#### [Exercise details]
Find every line in the records below that holds the word "main", and copy it out.

[Saved entries]
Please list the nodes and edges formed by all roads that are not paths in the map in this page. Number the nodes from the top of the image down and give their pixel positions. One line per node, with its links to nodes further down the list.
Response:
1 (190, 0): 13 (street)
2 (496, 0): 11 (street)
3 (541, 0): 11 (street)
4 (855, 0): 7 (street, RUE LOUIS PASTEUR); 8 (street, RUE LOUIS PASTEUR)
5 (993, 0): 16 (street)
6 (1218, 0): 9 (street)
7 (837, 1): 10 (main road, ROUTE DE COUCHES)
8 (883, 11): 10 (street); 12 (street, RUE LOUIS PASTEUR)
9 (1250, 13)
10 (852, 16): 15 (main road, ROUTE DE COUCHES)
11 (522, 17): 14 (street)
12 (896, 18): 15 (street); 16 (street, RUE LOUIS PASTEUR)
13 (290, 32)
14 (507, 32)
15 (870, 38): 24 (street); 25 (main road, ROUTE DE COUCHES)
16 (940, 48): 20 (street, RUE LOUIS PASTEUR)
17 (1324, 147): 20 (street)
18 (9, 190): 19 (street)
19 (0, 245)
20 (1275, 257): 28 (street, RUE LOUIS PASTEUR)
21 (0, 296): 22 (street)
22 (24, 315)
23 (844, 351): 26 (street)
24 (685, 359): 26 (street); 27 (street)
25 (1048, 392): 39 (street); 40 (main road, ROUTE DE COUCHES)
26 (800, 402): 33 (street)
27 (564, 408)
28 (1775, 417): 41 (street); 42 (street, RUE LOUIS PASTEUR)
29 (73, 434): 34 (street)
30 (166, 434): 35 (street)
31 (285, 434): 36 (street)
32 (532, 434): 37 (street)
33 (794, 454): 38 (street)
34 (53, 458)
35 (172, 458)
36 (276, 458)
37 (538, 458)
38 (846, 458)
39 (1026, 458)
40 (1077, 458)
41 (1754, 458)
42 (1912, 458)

#### [Solution for this problem]
7 (837, 1): 10 (main road, ROUTE DE COUCHES)
10 (852, 16): 15 (main road, ROUTE DE COUCHES)
15 (870, 38): 24 (street); 25 (main road, ROUTE DE COUCHES)
25 (1048, 392): 39 (street); 40 (main road, ROUTE DE COUCHES)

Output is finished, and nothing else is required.